▸ Work order: Only text is carried over. Reproduce the entries below exactly.

▸ Raw data:

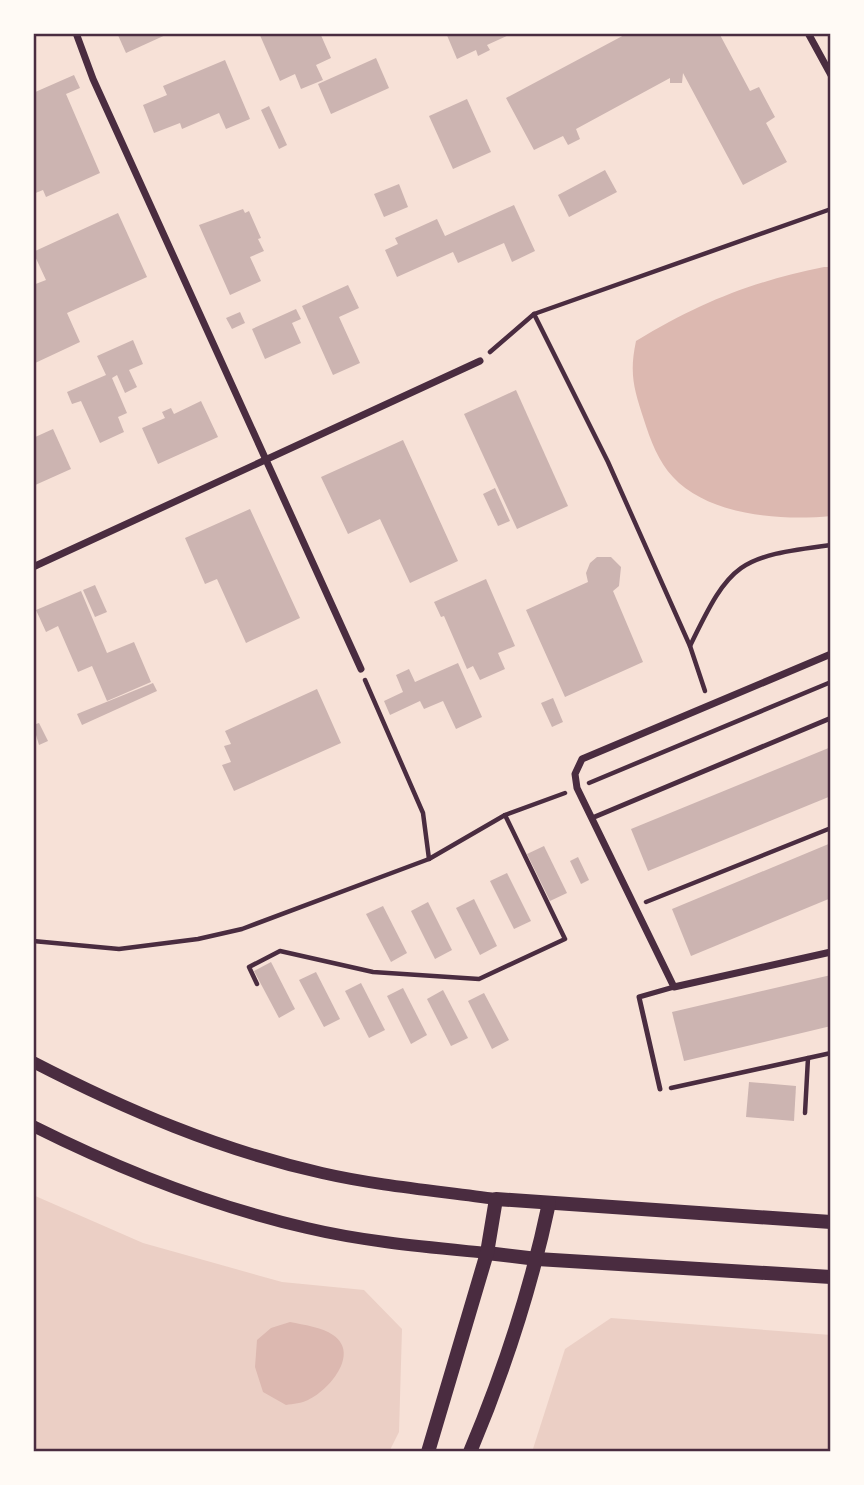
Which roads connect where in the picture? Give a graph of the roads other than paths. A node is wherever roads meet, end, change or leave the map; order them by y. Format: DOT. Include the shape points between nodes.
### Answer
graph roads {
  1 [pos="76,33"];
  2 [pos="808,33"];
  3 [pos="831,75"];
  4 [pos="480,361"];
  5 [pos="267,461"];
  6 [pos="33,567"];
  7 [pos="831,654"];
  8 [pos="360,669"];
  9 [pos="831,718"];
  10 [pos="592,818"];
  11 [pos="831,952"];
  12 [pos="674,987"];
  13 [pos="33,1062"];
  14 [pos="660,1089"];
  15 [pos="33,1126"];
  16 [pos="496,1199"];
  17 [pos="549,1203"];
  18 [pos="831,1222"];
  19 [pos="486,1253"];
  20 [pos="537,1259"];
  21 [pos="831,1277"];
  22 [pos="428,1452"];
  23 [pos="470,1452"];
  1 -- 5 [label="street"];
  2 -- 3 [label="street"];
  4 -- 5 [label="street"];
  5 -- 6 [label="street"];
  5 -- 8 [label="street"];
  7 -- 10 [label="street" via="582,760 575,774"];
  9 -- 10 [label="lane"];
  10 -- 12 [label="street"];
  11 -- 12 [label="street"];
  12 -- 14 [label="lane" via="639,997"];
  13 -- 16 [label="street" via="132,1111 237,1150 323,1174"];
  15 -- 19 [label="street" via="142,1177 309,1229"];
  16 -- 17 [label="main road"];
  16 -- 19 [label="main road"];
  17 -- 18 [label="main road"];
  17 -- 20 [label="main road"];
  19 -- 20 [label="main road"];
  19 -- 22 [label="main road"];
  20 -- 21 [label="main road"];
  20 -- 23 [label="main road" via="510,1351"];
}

▸ Solution to the exercise:
Which roads connect where in the picture? Give a graph of the roads other than paths. A node is wherever roads meet, end, change or leave the map; order them by y. Format: DOT. Include the shape points between nodes.
### Answer
graph roads {
  1 [pos="76,33"];
  2 [pos="808,33"];
  3 [pos="831,75"];
  4 [pos="480,361"];
  5 [pos="267,461"];
  6 [pos="33,567"];
  7 [pos="831,654"];
  8 [pos="360,669"];
  9 [pos="831,718"];
  10 [pos="592,818"];
  11 [pos="831,952"];
  12 [pos="674,987"];
  13 [pos="33,1062"];
  14 [pos="660,1089"];
  15 [pos="33,1126"];
  16 [pos="496,1199"];
  17 [pos="549,1203"];
  18 [pos="831,1222"];
  19 [pos="486,1253"];
  20 [pos="537,1259"];
  21 [pos="831,1277"];
  22 [pos="428,1452"];
  23 [pos="470,1452"];
  1 -- 5 [label="street"];
  2 -- 3 [label="street"];
  4 -- 5 [label="street"];
  5 -- 6 [label="street"];
  5 -- 8 [label="street"];
  7 -- 10 [label="street" via="582,760 575,774"];
  9 -- 10 [label="lane"];
  10 -- 12 [label="street"];
  11 -- 12 [label="street"];
  12 -- 14 [label="lane" via="639,997"];
  13 -- 16 [label="street" via="132,1111 237,1150 323,1174"];
  15 -- 19 [label="street" via="142,1177 309,1229"];
  16 -- 17 [label="main road"];
  16 -- 19 [label="main road"];
  17 -- 18 [label="main road"];
  17 -- 20 [label="main road"];
  19 -- 20 [label="main road"];
  19 -- 22 [label="main road"];
  20 -- 21 [label="main road"];
  20 -- 23 [label="main road" via="510,1351"];
}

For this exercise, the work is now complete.